Data items:
* * * *
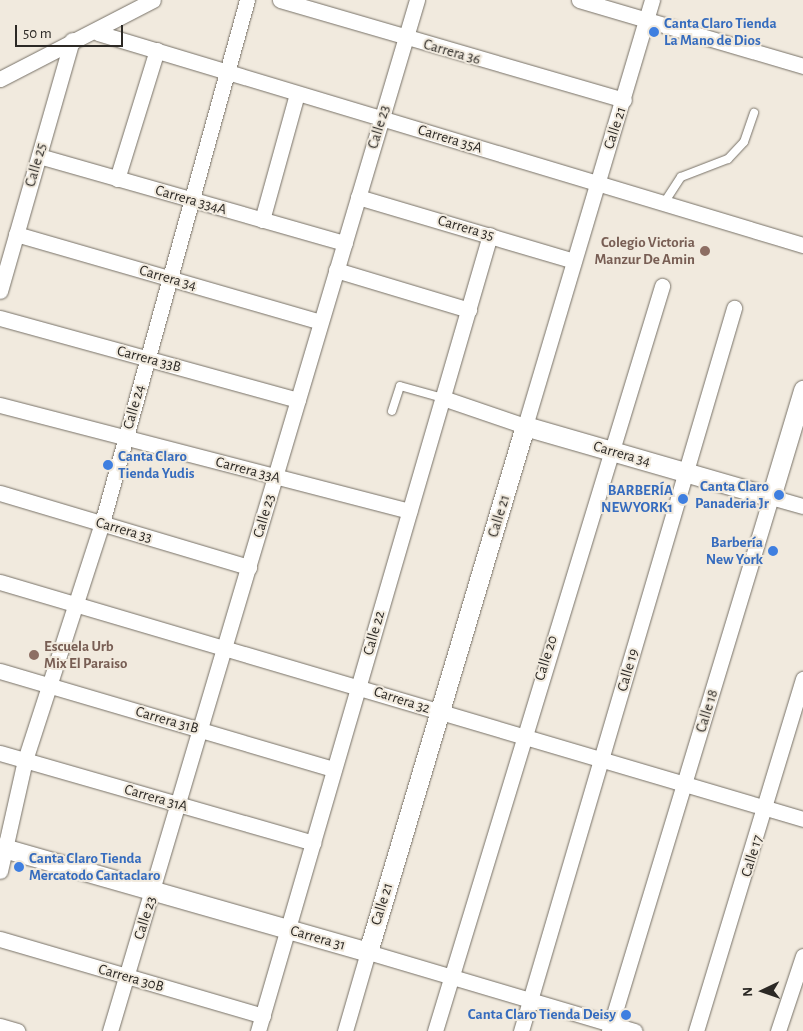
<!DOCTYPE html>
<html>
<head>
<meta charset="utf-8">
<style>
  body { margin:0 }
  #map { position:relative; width:803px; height:1031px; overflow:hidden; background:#f1eade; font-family:"Alegreya Sans",sans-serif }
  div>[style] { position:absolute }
  .roads { filter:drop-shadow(0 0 1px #777167) drop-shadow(0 0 1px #777167) }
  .service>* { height:8px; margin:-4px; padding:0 4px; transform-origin:4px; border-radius:4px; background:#fff }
  .minor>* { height:15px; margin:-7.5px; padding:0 7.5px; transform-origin:7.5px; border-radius:7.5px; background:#fff }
  .tertiary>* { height:19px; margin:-9.5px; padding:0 9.5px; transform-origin:9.5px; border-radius:9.5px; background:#fff }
  .dots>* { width:14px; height:14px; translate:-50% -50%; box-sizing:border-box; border:2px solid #f1eade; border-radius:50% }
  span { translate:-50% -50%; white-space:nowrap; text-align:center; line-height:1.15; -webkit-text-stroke:4px #f1eade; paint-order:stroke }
  .shop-label { font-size:15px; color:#366cbe; font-weight:700 }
  .left { translate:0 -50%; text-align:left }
  .right { translate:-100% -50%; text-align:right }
  .street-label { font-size:15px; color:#2c2925 }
  .education-label { font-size:15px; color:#785e54; font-weight:700 }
  .north { position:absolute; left:738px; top:966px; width:50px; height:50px; -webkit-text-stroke:4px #f1eade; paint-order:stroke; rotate:267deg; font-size:14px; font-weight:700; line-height:20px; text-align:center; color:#2c2925 }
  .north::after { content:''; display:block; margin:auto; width:18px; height:22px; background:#2c2925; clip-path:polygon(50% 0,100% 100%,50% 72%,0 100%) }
  .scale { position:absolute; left:15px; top:25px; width:108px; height:22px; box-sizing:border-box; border:2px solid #2c2925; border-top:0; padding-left:6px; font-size:15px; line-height:18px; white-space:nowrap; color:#2c2925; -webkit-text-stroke:4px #f1eade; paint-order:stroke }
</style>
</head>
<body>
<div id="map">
  <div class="roads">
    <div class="service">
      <i style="left:664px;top:203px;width:31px;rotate:-57deg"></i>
      <i style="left:681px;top:177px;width:50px;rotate:-21deg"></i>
      <i style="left:728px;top:159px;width:23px;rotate:-47deg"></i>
      <i style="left:744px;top:142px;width:31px;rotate:-71deg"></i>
      <i style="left:392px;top:411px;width:26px;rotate:-72deg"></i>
      <i style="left:400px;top:386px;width:45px;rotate:15.6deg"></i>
    </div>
    <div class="minor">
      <i style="left:280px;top:0;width:358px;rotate:16.2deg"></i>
      <i style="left:579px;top:0;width:234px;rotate:16.4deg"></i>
      <i style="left:98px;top:33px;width:736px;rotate:16.74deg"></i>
      <i style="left:0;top:79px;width:172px;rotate:-27.3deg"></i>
      <i style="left:39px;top:156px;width:318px;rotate:15.9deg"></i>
      <i style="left:117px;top:179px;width:135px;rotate:-72.8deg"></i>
      <i style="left:358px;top:197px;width:225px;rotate:16.5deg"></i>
      <i style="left:262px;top:220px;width:131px;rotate:-74.5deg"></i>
      <i style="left:16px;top:234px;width:316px;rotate:16.1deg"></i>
      <i style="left:336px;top:270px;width:139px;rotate:16.7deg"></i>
      <i style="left:0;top:291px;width:261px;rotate:-74deg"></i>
      <i style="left:0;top:318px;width:309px;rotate:15.4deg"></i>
      <i style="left:443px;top:398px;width:87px;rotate:18.9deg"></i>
      <i style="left:525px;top:426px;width:445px;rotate:-73.4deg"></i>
      <i style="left:0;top:405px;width:423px;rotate:14.5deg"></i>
      <i style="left:0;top:493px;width:260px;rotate:16.6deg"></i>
      <i style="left:0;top:582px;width:837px;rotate:16.44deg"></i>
      <i style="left:0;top:671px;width:348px;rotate:16.4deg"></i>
      <i style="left:0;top:753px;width:326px;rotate:16deg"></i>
      <i style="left:0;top:871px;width:114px;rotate:-77.3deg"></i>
      <i style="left:25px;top:760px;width:249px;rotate:-72deg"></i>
      <i style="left:102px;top:523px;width:543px;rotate:-74.5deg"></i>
      <i style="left:0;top:939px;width:274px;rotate:16.3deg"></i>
      <i style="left:0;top:1026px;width:18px;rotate:16deg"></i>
      <i style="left:110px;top:1031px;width:1076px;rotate:-73.42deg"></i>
      <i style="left:258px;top:1031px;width:829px;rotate:-73.75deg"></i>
      <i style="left:345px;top:1031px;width:82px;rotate:-73.8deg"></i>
      <i style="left:368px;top:952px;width:278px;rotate:16.5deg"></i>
      <i style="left:435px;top:1031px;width:779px;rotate:-73.05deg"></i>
      <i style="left:521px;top:1031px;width:754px;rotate:-73.58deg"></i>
      <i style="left:609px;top:1031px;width:558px;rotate:-73.12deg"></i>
      <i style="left:771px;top:497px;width:33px;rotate:16deg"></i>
      <i style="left:696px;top:1031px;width:368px;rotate:-73.1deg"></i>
      <i style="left:778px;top:1031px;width:79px;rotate:-71.6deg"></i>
    </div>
    <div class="tertiary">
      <i style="left:0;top:847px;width:383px;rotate:15.9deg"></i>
      <i style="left:368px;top:952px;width:549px;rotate:-73.38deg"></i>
      <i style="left:525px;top:426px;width:256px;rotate:16.1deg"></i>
      <i style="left:771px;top:497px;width:112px;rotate:-73.3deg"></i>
    </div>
  </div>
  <div class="dots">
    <i style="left:654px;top:32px;background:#3f7fe0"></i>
    <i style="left:705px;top:251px;background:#8d6e63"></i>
    <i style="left:108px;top:465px;background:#3f7fe0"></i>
    <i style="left:779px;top:495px;background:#3f7fe0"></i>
    <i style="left:683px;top:499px;background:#3f7fe0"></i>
    <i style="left:773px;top:551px;background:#3f7fe0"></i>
    <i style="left:34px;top:655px;background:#8d6e63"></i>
    <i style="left:19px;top:867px;background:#3f7fe0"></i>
    <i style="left:626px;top:1015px;background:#3f7fe0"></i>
  </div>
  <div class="shop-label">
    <span class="left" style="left:664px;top:32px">Canta Claro Tienda<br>La Mano de Dios</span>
    <span class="left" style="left:118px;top:465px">Canta Claro<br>Tienda Yudis</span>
    <span class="right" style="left:769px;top:495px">Canta Claro<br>Panaderia Jr</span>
    <span class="right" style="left:673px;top:499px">BARBERÍA<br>NEWYORK1</span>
    <span class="right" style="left:763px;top:551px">Barbería<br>New York</span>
    <span class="left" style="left:29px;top:867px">Canta Claro Tienda<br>Mercatodo Cantaclaro</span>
    <span class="right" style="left:616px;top:1015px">Canta Claro Tienda Deisy</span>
  </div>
  <div class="street-label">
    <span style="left:452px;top:52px;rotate:16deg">Carrera 36</span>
    <span style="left:379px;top:127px;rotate:-73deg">Calle 23</span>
    <span style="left:615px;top:128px;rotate:-72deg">Calle 21</span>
    <span style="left:450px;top:139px;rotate:17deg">Carrera 35A</span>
    <span style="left:36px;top:165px;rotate:-74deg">Calle 25</span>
    <span style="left:191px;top:200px;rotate:16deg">Carrera 334A</span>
    <span style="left:466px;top:228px;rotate:16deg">Carrera 35</span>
    <span style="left:168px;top:278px;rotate:16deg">Carrera 34</span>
    <span style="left:149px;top:359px;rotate:15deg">Carrera 33B</span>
    <span style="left:134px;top:407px;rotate:-74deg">Calle 24</span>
    <span style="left:622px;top:454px;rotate:16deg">Carrera 34</span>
    <span style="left:248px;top:470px;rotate:15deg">Carrera 33A</span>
    <span style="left:264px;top:516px;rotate:-74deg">Calle 23</span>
    <span style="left:499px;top:516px;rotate:-73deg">Calle 21</span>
    <span style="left:124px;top:530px;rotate:16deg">Carrera 33</span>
    <span style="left:374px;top:633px;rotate:-74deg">Calle 22</span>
    <span style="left:546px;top:658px;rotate:-73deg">Calle 20</span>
    <span style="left:628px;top:670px;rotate:-74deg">Calle 19</span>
    <span style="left:402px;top:700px;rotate:18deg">Carrera 32</span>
    <span style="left:707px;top:711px;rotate:-73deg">Calle 18</span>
    <span style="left:167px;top:720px;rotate:16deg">Carrera 31B</span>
    <span style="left:156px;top:798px;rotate:16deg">Carrera 31A</span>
    <span style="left:752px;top:856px;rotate:-73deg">Calle 17</span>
    <span style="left:382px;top:904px;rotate:-73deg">Calle 21</span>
    <span style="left:145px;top:918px;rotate:-73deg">Calle 23</span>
    <span style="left:318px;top:938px;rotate:16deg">Carrera 31</span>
    <span style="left:131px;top:978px;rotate:16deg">Carrera 30B</span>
  </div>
  <div class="education-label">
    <span class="right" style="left:695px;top:251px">Colegio Victoria<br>Manzur De Amin</span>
    <span class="left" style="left:44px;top:655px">Escuela Urb<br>Mix El Paraiso</span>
  </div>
  <div class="north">N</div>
  <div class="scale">50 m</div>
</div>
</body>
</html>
* * * *
> WHAT THIS TASK INVOLVES
Through the line containing "width:14px; height:14px; translate:-50%" and no further, restate the data above word for word from its first line, leaving out pictures.

> RESPONSE TO THE EXERCISE
<!DOCTYPE html>
<html>
<head>
<meta charset="utf-8">
<style>
  body { margin:0 }
  #map { position:relative; width:803px; height:1031px; overflow:hidden; background:#f1eade; font-family:"Alegreya Sans",sans-serif }
  div>[style] { position:absolute }
  .roads { filter:drop-shadow(0 0 1px #777167) drop-shadow(0 0 1px #777167) }
  .service>* { height:8px; margin:-4px; padding:0 4px; transform-origin:4px; border-radius:4px; background:#fff }
  .minor>* { height:15px; margin:-7.5px; padding:0 7.5px; transform-origin:7.5px; border-radius:7.5px; background:#fff }
  .tertiary>* { height:19px; margin:-9.5px; padding:0 9.5px; transform-origin:9.5px; border-radius:9.5px; background:#fff }
  .dots>* { width:14px; height:14px; translate:-50% -50%; box-sizing:border-box; border:2px solid #f1eade; border-radius:50% }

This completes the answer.